Pixel coordinate listings:
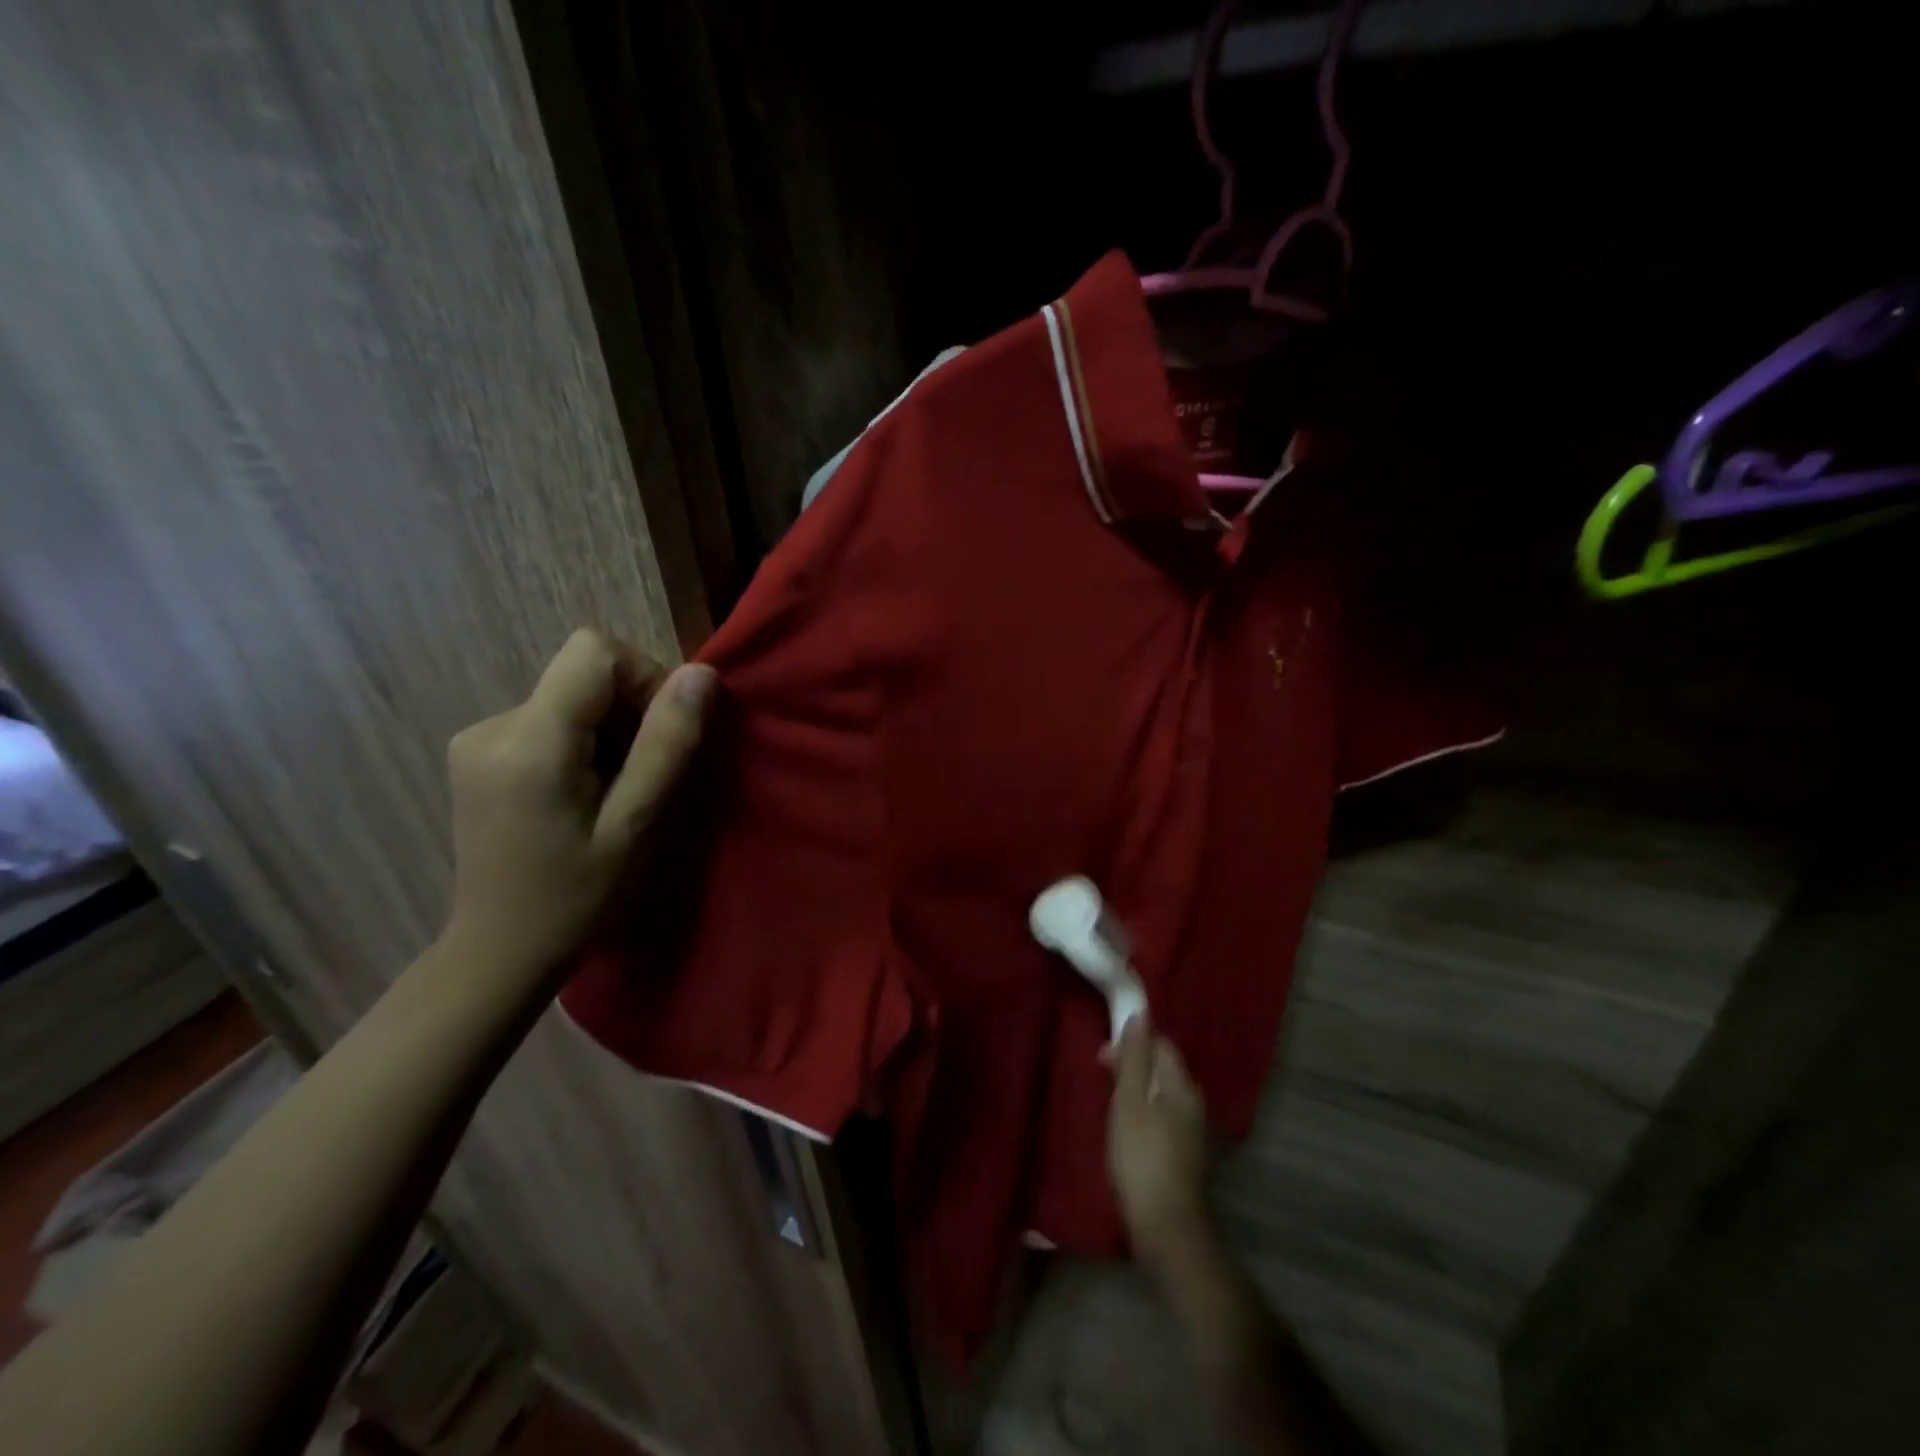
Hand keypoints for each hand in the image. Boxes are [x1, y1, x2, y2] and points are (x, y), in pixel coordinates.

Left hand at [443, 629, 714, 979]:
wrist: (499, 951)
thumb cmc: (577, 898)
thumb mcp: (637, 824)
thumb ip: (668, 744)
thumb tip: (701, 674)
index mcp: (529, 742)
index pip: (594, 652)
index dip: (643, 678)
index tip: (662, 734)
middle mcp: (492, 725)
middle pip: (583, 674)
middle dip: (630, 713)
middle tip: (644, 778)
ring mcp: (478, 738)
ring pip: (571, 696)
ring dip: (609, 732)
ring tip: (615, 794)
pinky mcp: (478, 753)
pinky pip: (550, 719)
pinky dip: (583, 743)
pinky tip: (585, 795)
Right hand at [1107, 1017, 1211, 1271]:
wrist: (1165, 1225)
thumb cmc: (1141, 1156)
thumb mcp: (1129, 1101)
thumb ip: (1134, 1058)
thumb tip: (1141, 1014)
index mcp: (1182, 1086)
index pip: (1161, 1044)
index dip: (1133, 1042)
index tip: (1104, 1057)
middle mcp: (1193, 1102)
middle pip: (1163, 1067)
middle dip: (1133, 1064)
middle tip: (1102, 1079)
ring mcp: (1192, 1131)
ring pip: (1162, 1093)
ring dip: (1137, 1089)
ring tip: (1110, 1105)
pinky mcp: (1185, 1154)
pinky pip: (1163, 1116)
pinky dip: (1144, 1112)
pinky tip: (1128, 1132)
* * *
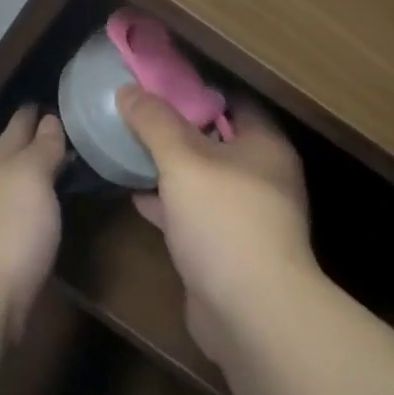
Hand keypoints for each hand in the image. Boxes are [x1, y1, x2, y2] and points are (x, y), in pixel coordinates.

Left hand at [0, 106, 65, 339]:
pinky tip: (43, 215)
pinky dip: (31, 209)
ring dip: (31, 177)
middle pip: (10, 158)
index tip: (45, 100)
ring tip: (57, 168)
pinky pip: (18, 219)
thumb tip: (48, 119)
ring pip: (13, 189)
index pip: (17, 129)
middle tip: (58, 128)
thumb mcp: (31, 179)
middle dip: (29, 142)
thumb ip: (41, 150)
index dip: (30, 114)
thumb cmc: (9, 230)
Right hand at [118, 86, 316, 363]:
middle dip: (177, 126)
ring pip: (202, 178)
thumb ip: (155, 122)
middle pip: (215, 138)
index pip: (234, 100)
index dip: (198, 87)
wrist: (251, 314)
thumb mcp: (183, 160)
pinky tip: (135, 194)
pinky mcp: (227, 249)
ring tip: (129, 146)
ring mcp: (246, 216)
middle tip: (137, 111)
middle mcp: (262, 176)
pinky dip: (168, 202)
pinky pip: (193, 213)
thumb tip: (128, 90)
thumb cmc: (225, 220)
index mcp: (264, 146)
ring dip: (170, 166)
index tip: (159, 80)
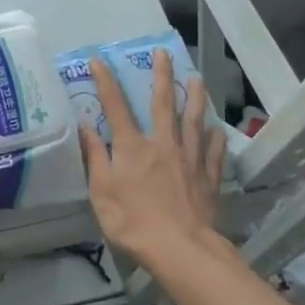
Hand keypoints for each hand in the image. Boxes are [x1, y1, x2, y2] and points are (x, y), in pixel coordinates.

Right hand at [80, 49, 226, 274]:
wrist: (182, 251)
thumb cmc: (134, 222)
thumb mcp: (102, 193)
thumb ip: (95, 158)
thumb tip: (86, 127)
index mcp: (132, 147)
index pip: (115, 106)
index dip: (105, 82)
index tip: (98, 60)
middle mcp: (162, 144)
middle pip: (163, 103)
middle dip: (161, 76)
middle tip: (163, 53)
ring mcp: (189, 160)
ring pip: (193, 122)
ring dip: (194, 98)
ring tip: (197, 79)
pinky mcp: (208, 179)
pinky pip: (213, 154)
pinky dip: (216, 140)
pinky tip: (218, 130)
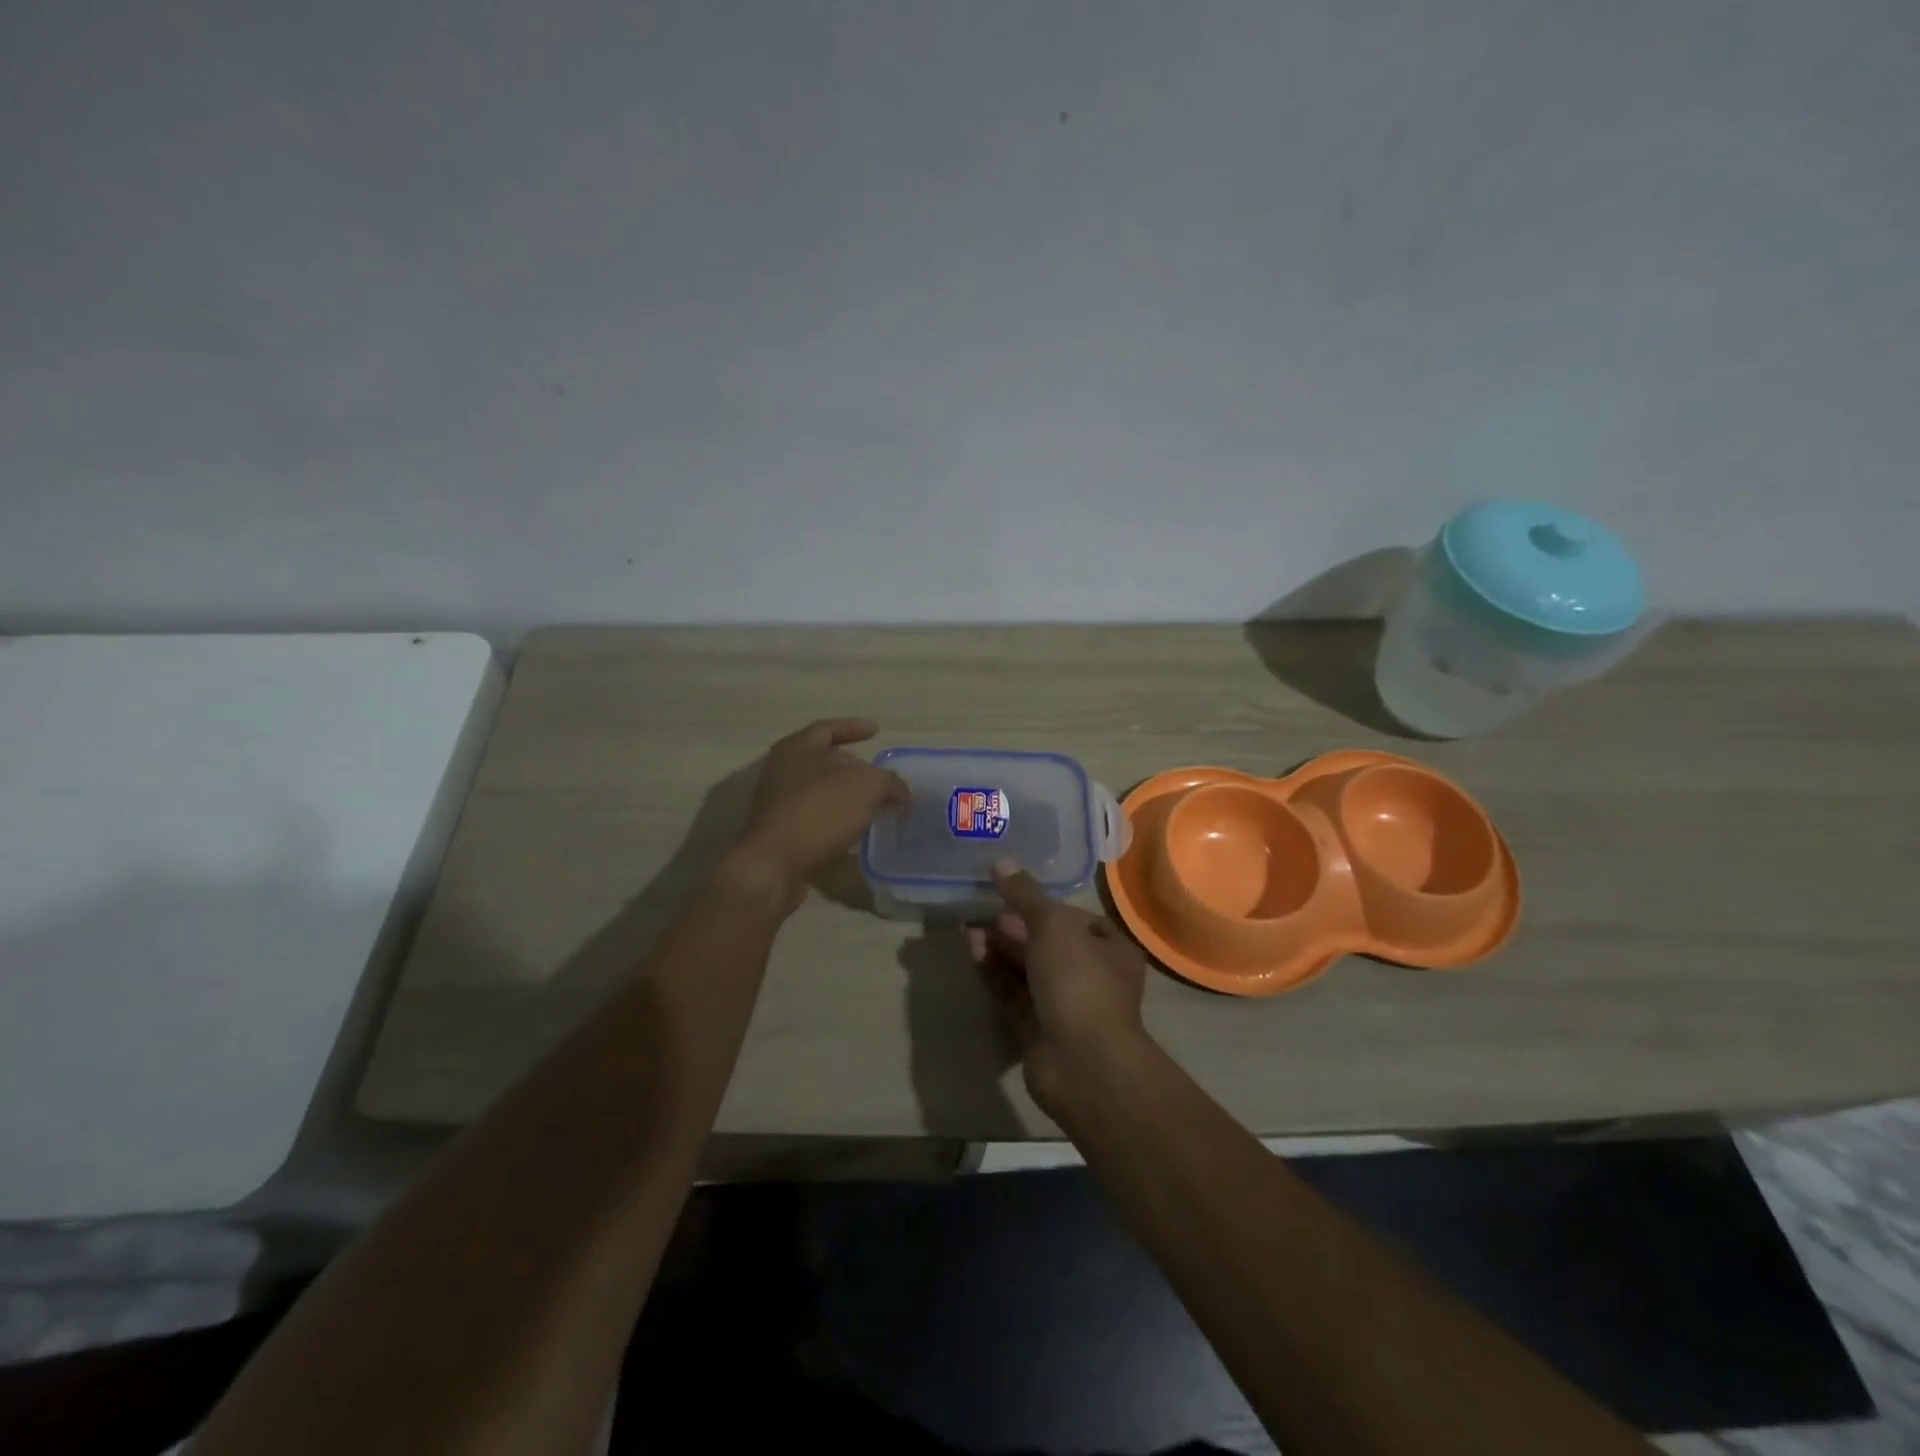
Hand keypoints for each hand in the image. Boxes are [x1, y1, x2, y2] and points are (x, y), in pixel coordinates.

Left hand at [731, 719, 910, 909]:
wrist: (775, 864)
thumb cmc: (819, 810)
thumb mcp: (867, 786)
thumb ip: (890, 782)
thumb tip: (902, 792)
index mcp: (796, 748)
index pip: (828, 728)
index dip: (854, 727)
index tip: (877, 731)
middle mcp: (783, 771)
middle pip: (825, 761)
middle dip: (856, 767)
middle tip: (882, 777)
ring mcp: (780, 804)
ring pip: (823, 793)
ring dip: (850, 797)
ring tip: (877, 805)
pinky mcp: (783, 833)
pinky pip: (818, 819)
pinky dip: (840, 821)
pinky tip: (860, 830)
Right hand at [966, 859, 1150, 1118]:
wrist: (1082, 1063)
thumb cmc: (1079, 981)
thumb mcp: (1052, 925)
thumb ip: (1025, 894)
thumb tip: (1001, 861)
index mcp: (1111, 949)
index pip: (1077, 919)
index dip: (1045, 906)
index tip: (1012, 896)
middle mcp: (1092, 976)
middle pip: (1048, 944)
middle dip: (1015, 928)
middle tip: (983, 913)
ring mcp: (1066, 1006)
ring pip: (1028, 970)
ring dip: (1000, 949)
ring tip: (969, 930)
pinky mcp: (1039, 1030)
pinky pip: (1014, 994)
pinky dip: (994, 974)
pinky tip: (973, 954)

What the exercise asks:
Above this instruction are the records; retype exactly the lines from the one containing "ring dip: (1137, 1089)" up to and including the one containing "pinky tip: (1128, 1132)".

Solution:
ring dip: (1137, 1089)
ring tip: (1110, 1105)
pinky mcp: (1185, 1154)
pinky pip: (1163, 1116)
pinky dip: (1144, 1112)
pinky tip: (1128, 1132)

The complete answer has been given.